I always forget how to deal with logged values in ggplot—particularly things that use the natural log. The {scales} package was invented in part to allow users to adjust axes and scales in plots, including adjusting axes to account for logged values, but there have been some new developments in {scales} that have made existing answers (like this one on StackOverflow) somewhat obsolete (e.g. the trans_breaks()
and trans_format()
functions used there are superceded and deprecated).
So here’s a quick overview of how to use 2022-era {scales} to adjust axis breaks and labels to use both base 10 logs and natural logs. I’ll use data from the Gapminder project, since it has a nice exponentially-distributed measure of GDP per capita.
Original unlogged values
The distribution of GDP per capita is heavily skewed, with most countries reporting less than $10,000. As a result, the scatterplot makes an upside-down L shape. Try sticking a regression line on that and you’ll get in trouble.
ggplot(gapminder_2007, aes(x = gdpPercap, y = lifeExp, color = continent)) +
geom_point() +
guides(color = "none") +
labs(title = "GDP per capita",
subtitle = "Original non-logged values")
Log base 10
ggplot comes with a built-in scale_x_log10()
to transform the x-axis into logged values.

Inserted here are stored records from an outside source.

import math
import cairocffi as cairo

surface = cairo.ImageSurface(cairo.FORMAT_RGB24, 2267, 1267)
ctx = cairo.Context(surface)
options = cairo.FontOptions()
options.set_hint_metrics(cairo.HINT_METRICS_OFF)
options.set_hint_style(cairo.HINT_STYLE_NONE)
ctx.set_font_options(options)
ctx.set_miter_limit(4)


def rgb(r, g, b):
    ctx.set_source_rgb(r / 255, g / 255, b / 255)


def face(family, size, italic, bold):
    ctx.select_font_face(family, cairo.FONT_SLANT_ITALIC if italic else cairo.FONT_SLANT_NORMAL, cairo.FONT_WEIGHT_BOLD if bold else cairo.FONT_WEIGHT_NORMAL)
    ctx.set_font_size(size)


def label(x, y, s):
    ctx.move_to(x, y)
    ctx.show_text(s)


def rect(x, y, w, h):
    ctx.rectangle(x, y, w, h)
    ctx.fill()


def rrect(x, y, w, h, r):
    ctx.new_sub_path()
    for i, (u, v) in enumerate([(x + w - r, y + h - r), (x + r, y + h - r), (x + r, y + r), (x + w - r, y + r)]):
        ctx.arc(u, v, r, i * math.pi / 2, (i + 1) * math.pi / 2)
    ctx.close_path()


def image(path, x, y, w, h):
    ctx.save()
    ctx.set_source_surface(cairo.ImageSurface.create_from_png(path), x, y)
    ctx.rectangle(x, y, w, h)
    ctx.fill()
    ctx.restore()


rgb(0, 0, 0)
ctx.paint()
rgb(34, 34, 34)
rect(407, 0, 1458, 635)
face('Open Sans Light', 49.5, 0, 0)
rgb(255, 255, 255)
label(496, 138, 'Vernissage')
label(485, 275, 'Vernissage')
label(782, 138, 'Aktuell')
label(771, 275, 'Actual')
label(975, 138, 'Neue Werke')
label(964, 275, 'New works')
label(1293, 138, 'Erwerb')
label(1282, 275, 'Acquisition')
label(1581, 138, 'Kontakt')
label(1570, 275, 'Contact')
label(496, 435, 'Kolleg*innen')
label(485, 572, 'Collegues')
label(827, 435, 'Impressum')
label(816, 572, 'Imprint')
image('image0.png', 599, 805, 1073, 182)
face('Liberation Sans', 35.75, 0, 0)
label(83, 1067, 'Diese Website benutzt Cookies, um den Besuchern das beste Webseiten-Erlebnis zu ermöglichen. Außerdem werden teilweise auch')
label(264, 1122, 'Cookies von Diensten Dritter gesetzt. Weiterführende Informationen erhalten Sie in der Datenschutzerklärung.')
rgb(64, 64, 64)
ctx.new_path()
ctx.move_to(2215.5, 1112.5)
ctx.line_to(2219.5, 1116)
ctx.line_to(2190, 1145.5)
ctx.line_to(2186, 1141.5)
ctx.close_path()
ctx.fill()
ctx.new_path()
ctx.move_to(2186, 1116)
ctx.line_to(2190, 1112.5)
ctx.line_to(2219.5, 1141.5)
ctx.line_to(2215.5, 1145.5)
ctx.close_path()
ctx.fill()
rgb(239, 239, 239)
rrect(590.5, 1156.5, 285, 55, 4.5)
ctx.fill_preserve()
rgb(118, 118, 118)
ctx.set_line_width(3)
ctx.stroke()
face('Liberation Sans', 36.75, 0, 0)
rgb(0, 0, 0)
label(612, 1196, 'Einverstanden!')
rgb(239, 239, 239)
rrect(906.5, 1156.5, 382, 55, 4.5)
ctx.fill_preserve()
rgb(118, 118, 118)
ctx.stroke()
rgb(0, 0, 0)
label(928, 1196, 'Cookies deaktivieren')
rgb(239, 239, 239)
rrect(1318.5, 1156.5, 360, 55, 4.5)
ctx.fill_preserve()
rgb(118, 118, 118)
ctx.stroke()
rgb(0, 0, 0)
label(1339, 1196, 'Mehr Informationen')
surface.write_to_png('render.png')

It will automatically create pretty, logical breaks based on the data. Here, the breaks automatically go from 300 → 1000 → 3000 → 10000, and so on:
ggplot(gapminder_2007, aes(x = gdpPercap, y = lifeExp, color = continent)) +
geom_point() +
scale_x_log10() +
guides(color = "none") +
labs(title = "GDP per capita, log base 10",
subtitle = "scale_x_log10()") +
theme(panel.grid.minor = element_blank())
If we want to be mathy about the labels, we can format them as base 10 exponents using label_log()
:
ggplot(gapminder_2007, aes(x = gdpPercap, y = lifeExp, color = continent)) +
geom_point() +
scale_x_log10(labels = label_log(digits = 2)) +
guides(color = "none") +
labs(title = "GDP per capita, log base 10",
subtitle = "scale_x_log10() with exponentiated labels") +
theme(panel.grid.minor = element_blank())
What if we don’t want the default 300, 1000, 3000, etc. breaks? In the interactive plot at gapminder.org, the breaks start at 500 and double after that: 500, 1000, 2000, 4000, 8000, etc. We can control our axis breaks by feeding a list of numbers to scale_x_log10()
with the breaks
argument. Instead of typing out every possible break, we can generate a list of numbers starting at 500 and then doubling (\(500 \times 2^0\), \(500 \times 2^1\), \(500 \times 2^2\), and so on):
500 * 2^seq(0, 8, by = 1)
## [1] 500 1000 2000 4000 8000 16000 32000 64000 128000
For bonus fun, we’ll format the breaks as dollars and use the new-as-of-{scales}-1.2.0 cut_short_scale()
to shorten the values:
ggplot(gapminder_2007, aes(x = gdpPercap, y = lifeExp, color = continent)) +
geom_point() +
scale_x_log10(breaks = 500 * 2^seq(0, 9, by = 1),
labels = label_dollar(scale_cut = cut_short_scale())) +
guides(color = "none") +
labs(title = "GDP per capita, log base 10",
subtitle = "scale_x_log10() + more logical breaks") +
theme(panel.grid.minor = element_blank())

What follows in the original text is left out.